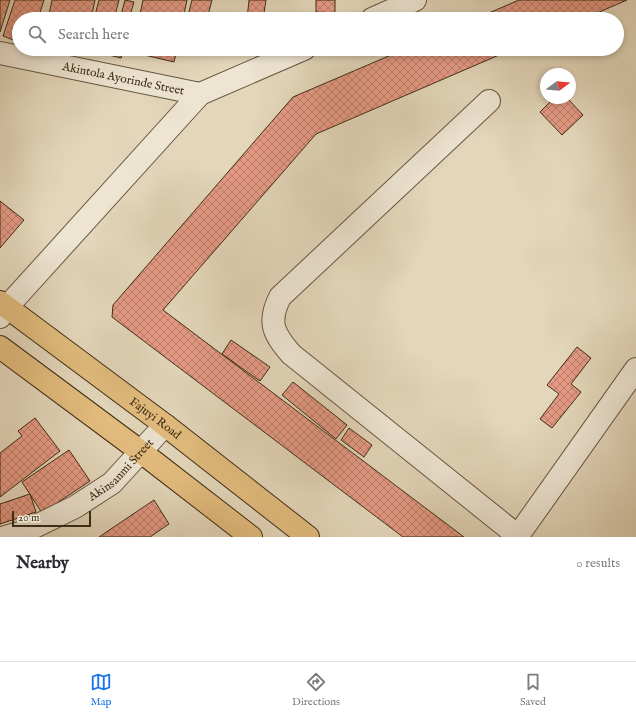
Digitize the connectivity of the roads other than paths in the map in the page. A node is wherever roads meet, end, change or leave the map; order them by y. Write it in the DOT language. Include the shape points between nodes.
graph roads {
  1 [pos="415,0"];
  2 [pos="388,12"];
  3 [pos="0,53"];
  4 [pos="12,55"];
  5 [pos="15,56"];
  6 [pos="288,56"];
  7 [pos="200,94"];
  8 [pos="489,101"];
  9 [pos="2,309"];
  10 [pos="0,347"];
  11 [pos="636,369"];
  12 [pos="165,425"];
  13 [pos="140,451"];
  14 [pos="518,536"];
  15 [pos="5,537"];
  16 [pos="251,537"];
  17 [pos="308,537"];
  1 -- 2 [label="street"];
  3 -- 4 [label="street, Akintola Ayorinde Street"];
  5 -- 7 [label="street, Akintola Ayorinde Street"];
  6 -- 7 [label="street"];
  7 -- 9 [label="street"];
  8 -- 14 [label="street" via="280,297 274,308 273,321 277,337 291,354"];
  9 -- 12 [label="highway, Fajuyi Road"];
  10 -- 13 [label="highway"];
  11 -- 14 [label="street"];
  12 -- 13 [label="street, Akinsanmi Street"];
  12 -- 17 [label="highway, Fajuyi Road"];
  13 -- 15 [label="street, Akinsanmi Street" via="112,483 75,507 26,531"];
  13 -- 16 [label="highway"];
}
==================================================
Your task:
In your answer, give every line of the listing above exactly, and do not include the images.

Answer to the problem:
Digitize the connectivity of the roads other than paths in the map in the page. A node is wherever roads meet, end, change or leave the map; order them by y. Write it in the DOT language. Include the shape points between nodes.
graph roads {
  1 [pos="415,0"];
  2 [pos="388,12"];
  3 [pos="0,53"];
  4 [pos="12,55"];
  5 [pos="15,56"];
  6 [pos="288,56"];
  7 [pos="200,94"];
  8 [pos="489,101"];
  9 [pos="2,309"];
  10 [pos="0,347"];
  11 [pos="636,369"];
  12 [pos="165,425"];
  13 [pos="140,451"];
  14 [pos="518,536"];
  15 [pos="5,537"];
  16 [pos="251,537"];
  17 [pos="308,537"];
  1 -- 2 [label="street"];
  3 -- 4 [label="street, Akintola Ayorinde Street"];
  5 -- 7 [label="street, Akintola Ayorinde Street"];
  6 -- 7 [label="street"];
  7 -- 9 [label="street"];
  8 -- 14 [label="street" via="280,297 274,308 273,321 277,337 291,354"];
  9 -- 12 [label="highway, Fajuyi Road"];
  10 -- 13 [label="highway"];
  11 -- 14 [label="street"];
  12 -- 13 [label="street, Akinsanmi Street"];
  12 -- 17 [label="highway, Fajuyi Road"];
  13 -- 15 [label="street, Akinsanmi Street" via="112,483 75,507 26,531"];
  13 -- 16 [label="highway"];
}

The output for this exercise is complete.